[Collected data entries]

◆ ◆ ◆ ◆

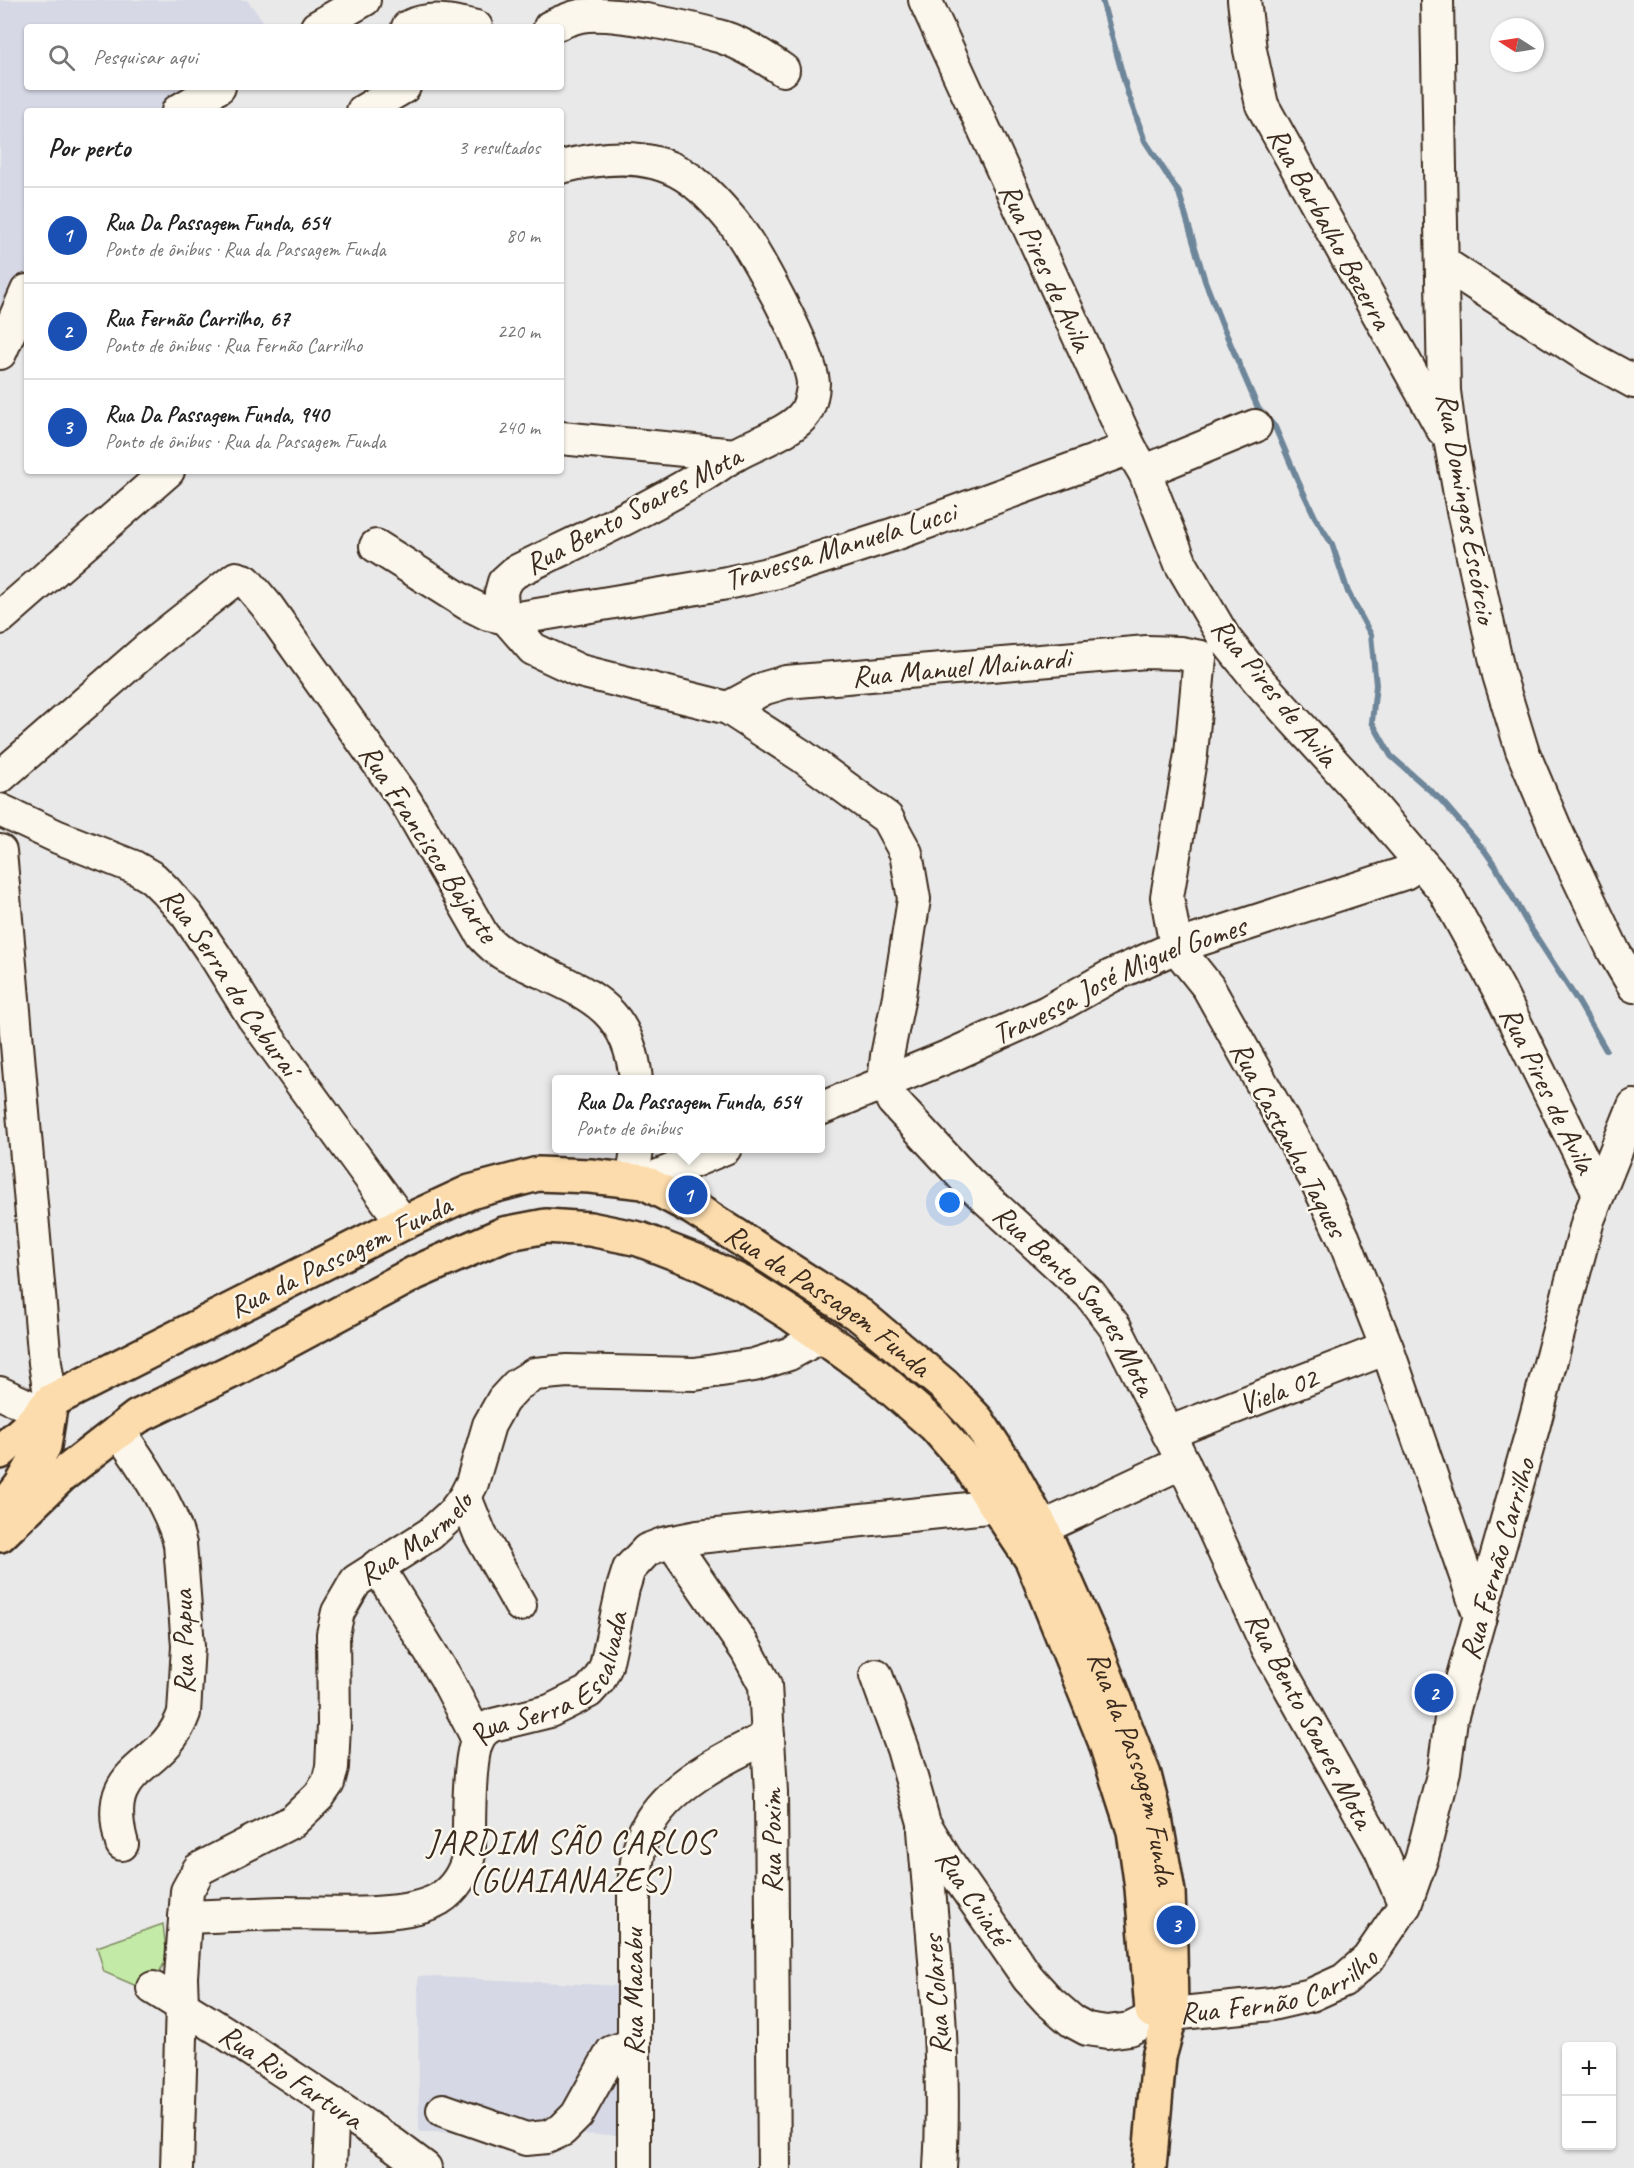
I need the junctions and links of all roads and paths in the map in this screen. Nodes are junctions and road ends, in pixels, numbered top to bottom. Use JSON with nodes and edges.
{"nodes":[{"id":1,"x":364,"y":0,"type":"edge"},
{"id":2,"x":925,"y":0,"type":"edge"},
{"id":3,"x":1244,"y":0,"type":"edge"},
{"id":4,"x":1437,"y":0,"type":"edge"},
{"id":5,"x":322,"y":24,"type":"edge"},
{"id":6,"x":423,"y":24,"type":"edge"},
{"id":7,"x":461,"y":24,"type":"edge"},
{"id":8,"x":558,"y":24,"type":"edge"},
{"id":9,"x":783,"y":70,"type":"dead end"},
{"id":10,"x":214,"y":90,"type":"edge"},
{"id":11,"x":399,"y":90,"type":"edge"},
{"id":12,"x":183,"y":108,"type":"edge"},
{"id":13,"x":368,"y":108,"type":"edge"},
{"id":14,"x":564,"y":166,"type":"edge"},
{"id":15,"x":1443,"y":262,"type":"junction"},
{"id":16,"x":24,"y":298,"type":"edge"},
{"id":17,"x":0,"y":353,"type":"edge"},
{"id":18,"x":1634,"y":382,"type":"edge"},
{"id":19,"x":1255,"y":426,"type":"dead end"},
{"id":20,"x":564,"y":438,"type":"edge"},
{"id":21,"x":1451,"y":444,"type":"junction"},
{"id":22,"x":735,"y":455,"type":"junction"},
{"id":23,"x":1138,"y":460,"type":"junction"},
{"id":24,"x":165,"y":474,"type":"edge"},
{"id":25,"x":376,"y":546,"type":"dead end"},
{"id":26,"x":0,"y":618,"type":"edge"},
{"id":27,"x":506,"y":618,"type":"junction"},
{"id":28,"x":1225,"y":639,"type":"junction"},
{"id":29,"x":1200,"y":657,"type":"junction"},
{"id":30,"x":728,"y":708,"type":"junction"},
{"id":31,"x":0,"y":777,"type":"edge"},
{"id":32,"x":0,"y":810,"type":"edge"},
{"id":33,"x":0,"y":851,"type":"edge"},
{"id":34,"x":1420,"y":863,"type":"junction"},
{"id":35,"x":2,"y":917,"type":"edge"},
{"id":36,"x":1176,"y":947,"type":"junction"},
{"id":37,"x":1634,"y":986,"type":"edge"},
{"id":38,"x":636,"y":1075,"type":"edge"},
{"id":39,"x":884,"y":1083,"type":"junction"},
{"id":40,"x":1634,"y":1106,"type":"edge"},
{"id":41,"x":825,"y":1107,"type":"edge"},
{"id":42,"x":1624,"y":1150,"type":"edge"},
{"id":43,"x":708,"y":1153,"type":"edge"},
{"id":44,"x":638,"y":1170,"type":"edge"},
{"id":45,"x":1598,"y":1191,"type":"junction"},
{"id":46,"x":403,"y":1223,"type":"junction"},
{"id":47,"x":822,"y":1336,"type":"junction"},
{"id":48,"x":1387,"y":1348,"type":"junction"},
{"id":49,"x":0,"y":1393,"type":"edge"},
{"id":50,"x":46,"y":1406,"type":"junction"},
{"id":51,"x":118,"y":1431,"type":"junction"},
{"id":52,"x":1168,"y":1432,"type":"junction"},
{"id":53,"x":0,"y":1452,"type":"edge"},
{"id":54,"x":1183,"y":1462,"type":"junction"},
{"id":55,"x":465,"y":1497,"type":"junction"},
{"id":56,"x":997,"y":1506,"type":"junction"},
{"id":57,"x":0,"y":1513,"type":"edge"},
{"id":58,"x":1042,"y":1528,"type":"junction"},
{"id":59,"x":0,"y":1535,"type":"edge"},
{"id":60,"x":672,"y":1542,"type":"junction"},
{"id":61,"x":377,"y":1566,"type":"junction"},
{"id":62,"x":520,"y":1605,"type":"dead end"},
{"id":63,"x":1480,"y":1617,"type":"junction"},
{"id":64,"x":876,"y":1675,"type":"dead end"},
{"id":65,"x":768,"y":1737,"type":"junction"},
{"id":66,"x":478,"y":1739,"type":"junction"},
{"id":67,"x":924,"y":1823,"type":"junction"},
{"id":68,"x":122,"y":1844,"type":"dead end"},
{"id":69,"x":1406,"y":1905,"type":"junction"},
{"id":70,"x":184,"y":1917,"type":"junction"},
{"id":71,"x":153,"y":1988,"type":"dead end"},
{"id":72,"x":182,"y":2005,"type":"junction"},
{"id":73,"x":1162,"y":2016,"type":"junction"},
{"id":74,"x":633,"y":2045,"type":"junction"},
{"id":75,"x":333,"y":2104,"type":"junction"},
{"id":76,"x":443,"y":2110,"type":"dead end"},
{"id":77,"x":177,"y":2168,"type":"edge"},
{"id":78,"x":330,"y":2168,"type":"edge"},
{"id":79,"x":425,"y":2168,"type":"edge"},
{"id":80,"x":634,"y":2168,"type":"edge"},
{"id":81,"x":774,"y":2168,"type":"edge"},
{"id":82,"x":940,"y":2168,"type":"edge"},
{"id":83,"x":1149,"y":2168,"type":"edge"}],
"edges":[{"from":1,"to":5,"type":"street"},
{"from":2,"to":23,"type":"street","name":"Rua Pires de Avila"},
{"from":3,"to":21,"type":"street","name":"Rua Barbalho Bezerra"},
{"from":4,"to":15,"type":"street","name":"Rua Domingos Escórcio"},
{"from":6,"to":7,"type":"street"},
{"from":8,"to":9,"type":"street"},
{"from":10,"to":12,"type":"street"},
{"from":11,"to":13,"type":"street"},
{"from":14,"to":22,"type":"street","name":"Rua Bento Soares Mota"},
{"from":15,"to":18,"type":"street"},
{"from":15,"to":21,"type":"street","name":"Rua Domingos Escórcio"},
{"from":16,"to":17,"type":"street"},
{"from":19,"to":23,"type":"street","name":"Travessa Manuela Lucci"},
{"from":20,"to":22,"type":"street"},
{"from":21,"to":37,"type":"street","name":"Rua Domingos Escórcio"},
{"from":22,"to":27,"type":"street","name":"Rua Bento Soares Mota"},
{"from":23,"to":27,"type":"street","name":"Travessa Manuela Lucci"},
{"from":23,"to":28,"type":"street","name":"Rua Pires de Avila"},
{"from":24,"to":26,"type":"street"},
{"from":25,"to":27,"type":"street"},
{"from":27,"to":30,"type":"street"},
{"from":28,"to":29,"type":"street"},
{"from":28,"to":34,"type":"street","name":"Rua Pires de Avila"},
{"from":29,"to":30,"type":"street","name":"Rua Manuel Mainardi"},
{"from":29,"to":36,"type":"street","name":"Rua Castanho Taques"},
{"from":30,"to":39,"type":"street"},
{"from":31,"to":38,"type":"street","name":"Rua Francisco Bajarte"},
{"from":32,"to":46,"type":"street","name":"Rua Serra do Caburaí"},
{"from":33,"to":35,"type":"street"},
{"from":34,"to":36,"type":"street","name":"Travessa José Miguel Gomes"},
{"from":34,"to":45,"type":"street","name":"Rua Pires de Avila"},
{"from":35,"to":50,"type":"street"},
{"from":36,"to":39,"type":"street","name":"Travessa José Miguel Gomes"},
{"from":36,"to":48,"type":"street","name":"Rua Castanho Taques"},
{"from":39,"to":41,"type":"street","name":"Travessa José Miguel Gomes"},
{"from":39,"to":52,"type":"street","name":"Rua Bento Soares Mota"},
{"from":40,"to":42,"type":"street","name":"Rua Fernão Carrilho"},
{"from":42,"to":45,"type":"street","name":"Rua Fernão Carrilho"},
{"from":43,"to":44,"type":"street"},
{"from":44,"to":46,"type":"main road","name":"Rua da Passagem Funda"},
{"from":44,"to":58,"type":"main road","name":"Rua da Passagem Funda"},
{"from":45,"to":63,"type":"street","name":"Rua Fernão Carrilho"},
{"from":46,"to":50,"type":"main road","name":"Rua da Passagem Funda"},
{"from":47,"to":51,"type":"main road","name":"Rua da Passagem Funda"},
{"from":47,"to":55,"type":"street","name":"Rua Marmelo"},
{"from":47,"to":56,"type":"main road","name":"Rua da Passagem Funda"},
{"from":48,"to":52,"type":"street","name":"Viela 02"},
{"from":48,"to":63,"type":"street","name":"Rua Castanho Taques"},
{"from":49,"to":50,"type":"street"},
{"from":50,"to":53,"type":"main road","name":"Rua da Passagem Funda"},
{"from":50,"to":57,"type":"main road"},
{"from":51,"to":59,"type":"main road","name":"Rua da Passagem Funda"},
{"from":51,"to":68,"type":"street","name":"Rua Papua"},
{"from":52,"to":54,"type":"street","name":"Rua Bento Soares Mota"},
{"from":54,"to":58,"type":"street"},
{"from":54,"to":69,"type":"street","name":"Rua Bento Soares Mota"},
{"from":55,"to":61,"type":"street","name":"Rua Marmelo"},
{"from":55,"to":62,"type":"street"},
{"from":56,"to":60,"type":"street","name":"Rua Serra Escalvada"},
{"from":56,"to":73,"type":"main road","name":"Rua da Passagem Funda"},
{"from":58,"to":73,"type":"main road","name":"Rua da Passagem Funda"},
{"from":60,"to":65,"type":"street","name":"Rua Poxim"},
{"from":60,"to":66,"type":"street","name":"Rua Serra Escalvada"},
{"from":61,"to":66,"type":"street"},
{"from":61,"to":70,"type":"street","name":"Rua Marmelo"},
{"from":63,"to":69,"type":"street","name":"Rua Fernão Carrilho"},
{"from":64,"to":67,"type":"street","name":"Rua Cuiaté"},
{"from":65,"to":74,"type":"street","name":"Rua Macabu"},
{"from":65,"to":81,"type":"street","name":"Rua Poxim"},
{"from":66,"to":70,"type":"street","name":"Rua Serra Escalvada"},
{"from":67,"to":73,"type":"street","name":"Rua Cuiaté"},
{"from":67,"to":82,"type":"street","name":"Rua Colares"},
{"from":69,"to":73,"type":"street","name":"Rua Fernão Carrilho"},
{"from":70,"to":72,"type":"street","name":"Rua Marmelo"},
{"from":71,"to":72,"type":"street","name":"Rua Rio Fartura"},
{"from":72,"to":75,"type":"street","name":"Rua Rio Fartura"},
{"from":72,"to":77,"type":"street","name":"Rua Marmelo"},
{"from":73,"to":83,"type":"main road"},
{"from":74,"to":76,"type":"street"},
{"from":74,"to":80,"type":"street","name":"Rua Macabu"},
{"from":75,"to":78,"type":"street"},
{"from":75,"to":79,"type":"street","name":"Rua Rio Fartura"}]}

◆ ◆ ◆ ◆

If a line in the data contains the string "Funda", count it, then give the total and nothing else.

9